Strike Suit Zero: Director’s Cut review written by Marc H.
Estimated reading time: 6 minutes
I should preface this by saying that Gundam Wing was one of the first anime titles that I watched, beginning to end, 100%. The space opera dogfights, the streaks of energy weapons through the air, the gratuitous explosions, every last bit of it. Strike Suit Zero accurately and repeatedly plucks that chord within the nostalgia center of my heart, right down to the fighter jet style spaceship that can transform into a bipedal standing tank (or mech) of untold levels of destruction.
This title is a lot more polish than I tend to expect from most independent studios, and while the story itself fails to espouse itself as anything remotely close to revolutionary, the tried and true is what it is for a reason. This game is going to have to be docked a couple of points for not being a bit more experimental, something that indie games are typically known for, but that will not ruin this game overall, so much as keep it from becoming a game-changer.
Graphics – 8:
For an indie studio, the graphics on this title are stellar. No, they cannot hope to compare with some of the major space fighter titles out there, but this title really shines in the areas that count. The weapons are flashy and fantastical, everything is name after a sci-fi convention that, while not strictly graphical, does add to the visual element as one reads through the descriptions of their weaponry loadouts. The eponymous strike suit feels a little too angular and polygonal, and while that is perhaps the point, as the sharper edges lend it a bit more of a menacing feel, it also presents like an early PlayStation character model in a late PlayStation game.
Sound & Music – 9:
From the chanting voices in the background that tell of something dark and ominous lurking just beneath the surface all the way to the explosions of your missiles striking a target, leaving them a swiftly dissipating ball of flames hurtling through space, the aural presentation offered by this title had me hooked. Whether it was playing with the sound cranked on my television or with headphones plugged into the PS4 controller, I oft found myself turning the levels up instead of down. This game definitely benefits from some surround sound headphones with some bass, and you would be doing yourself a disservice to not play this game in a dark room while doing so.
Gameplay – 7:
The enemy’s gate is down! No, really though, it was at first entirely jarring to not only be able to turn my ship at any angle, but to also be able to rotate it! I was having a hard time keeping up with all of the ships, managing thrust, brakes and boost, swapping between weapon types and linked firing modes, toggling between the ship’s two operating modes, locking on with two different types of weapons and generally trying not to win half of my fights by screaming “Ramming Speed!” and then running into them. After two hours, I gave up, walked away, went to sleep. The next time I picked the game up, after having slept on it, my brain seemed to have adjusted to the new concepts that had been presented to it and I found the entire experience to be much more enjoyable.
Intangibles – 4:
This game is exceedingly short. With only thirteen missions to the campaign, plus an additional five ‘bonus’ missions that take place outside of the main story, this is a title that, were there no learning curve, I would have finished in an evening. Like a good book you just cannot bring yourself to put down, this will be done before you know what happened… and it won’t be entirely due to losing track of time.

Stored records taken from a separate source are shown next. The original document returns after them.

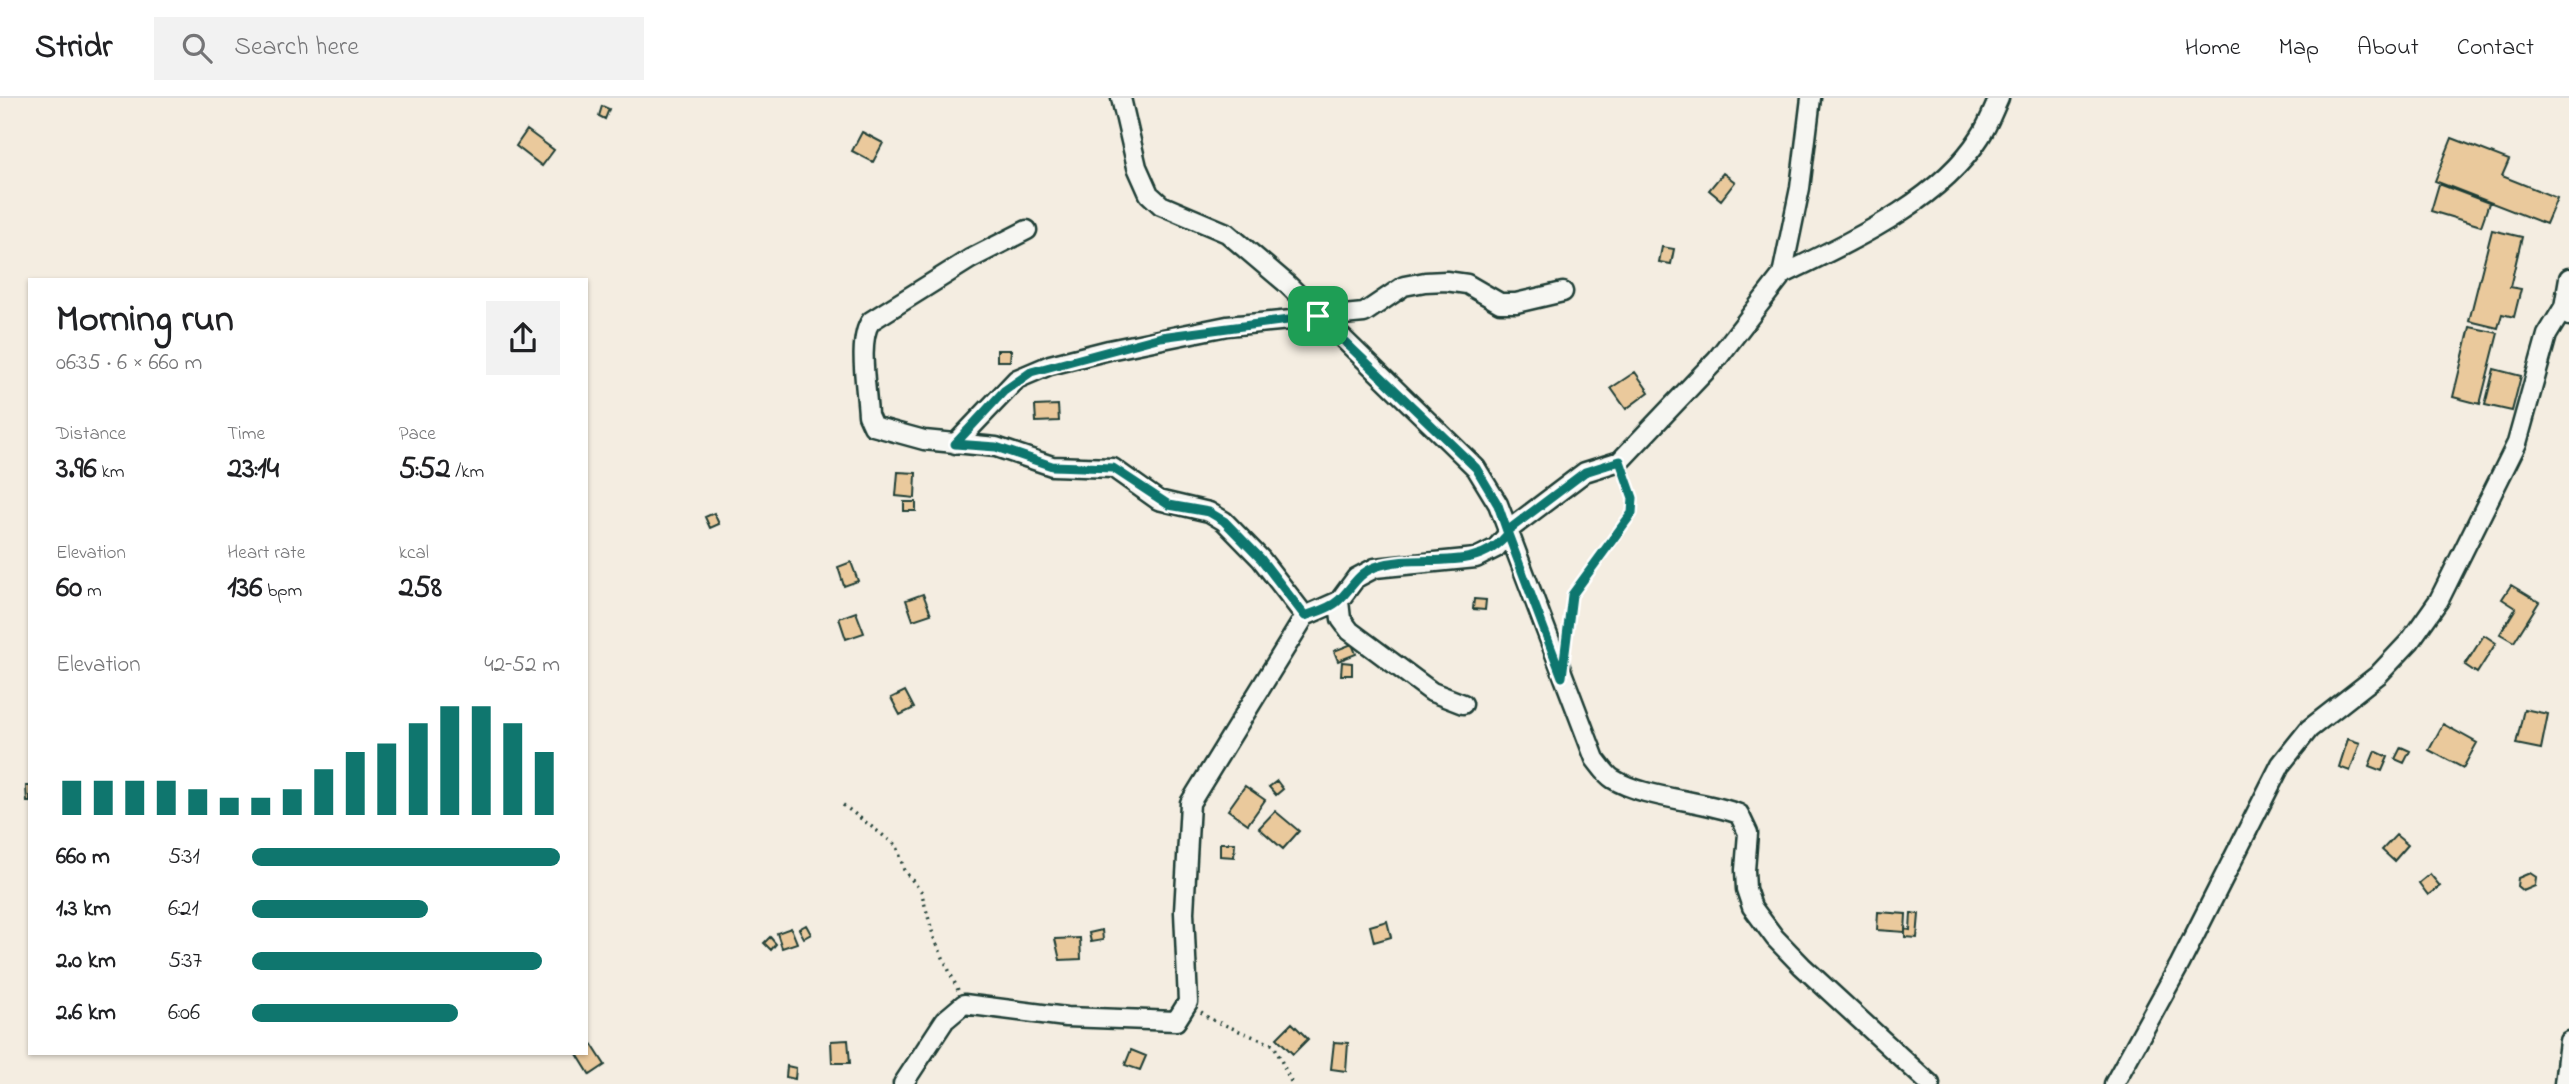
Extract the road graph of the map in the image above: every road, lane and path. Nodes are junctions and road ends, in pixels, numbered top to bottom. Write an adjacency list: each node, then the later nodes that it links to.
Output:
1 (1121, 98): 9 (street)
2 (1811, 98): 5 (street)
3 (2000, 98): 5 (street)
4 (1027, 230): 10 (street)
5 (1782, 275): 11 (street)
6 (2569, 278): 8 (street)
7 (1563, 292): 9 (street)
8 (2566, 312): 24 (street)
9 (1318, 316): 10 (street); 12 (street)
10 (955, 444): 14 (street)
11 (1620, 461): 12 (street); 15 (path)
12 (1508, 532): 13 (street); 23 (street)
13 (1339, 601): 14 (street); 16 (street)
14 (1305, 616): 18 (street)
15 (1566, 641)
16 (1463, 704)
17 (843, 805): 19 (path)
18 (1188, 1003): 19 (street); 22 (path)
19 (964, 1004): 21 (street)
20 (2569, 1041): 25 (street)
21 (903, 1084)
22 (1292, 1084)
23 (1930, 1084)
24 (2114, 1084)
25 (2564, 1084)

The challenges in each mission are an amusing spin on some levels, like using the bomber to kill a certain number of fighters or managing to take on and win against a massively powerful carrier that mopped the floor with me the first 10 times I tried, stubbornly, to beat it. Some of these challenges require you to revisit levels once you have unlocked more powerful armaments or vessels, but outside of this, I just cannot see a full replay of the story ever being desirable.
Overall – 7:
Strike Suit Zero is analogous to an aged cheddar, in that the more you have of this, the more you will enjoy it, but similarly to the swiftly aging cheese, it just cannot hold up to much more time before it becomes an unappealing self-inflicted torture tool. The difficulty levels are varied and add a genuine challenge to the game within the upper echelons, while the easier difficulty will let you play through the game and blow things up with little to no concern for personal safety. Fun, but entirely too short, with next to no replay incentive, this is a weekend romp through space that will put you back $20 but not leave you feeling cheated. There are a few things to unlock in the game, which appear to be permanent upgrades to all of your ships for the challenges, but I failed to notice much of a difference with or without. There is no way to turn the upgrades off to give yourself a higher challenge, though, so perhaps those that wish to challenge themselves should be grateful that they are not as pronounced as they could be.
Try this game if you like space combat, you should not be disappointed.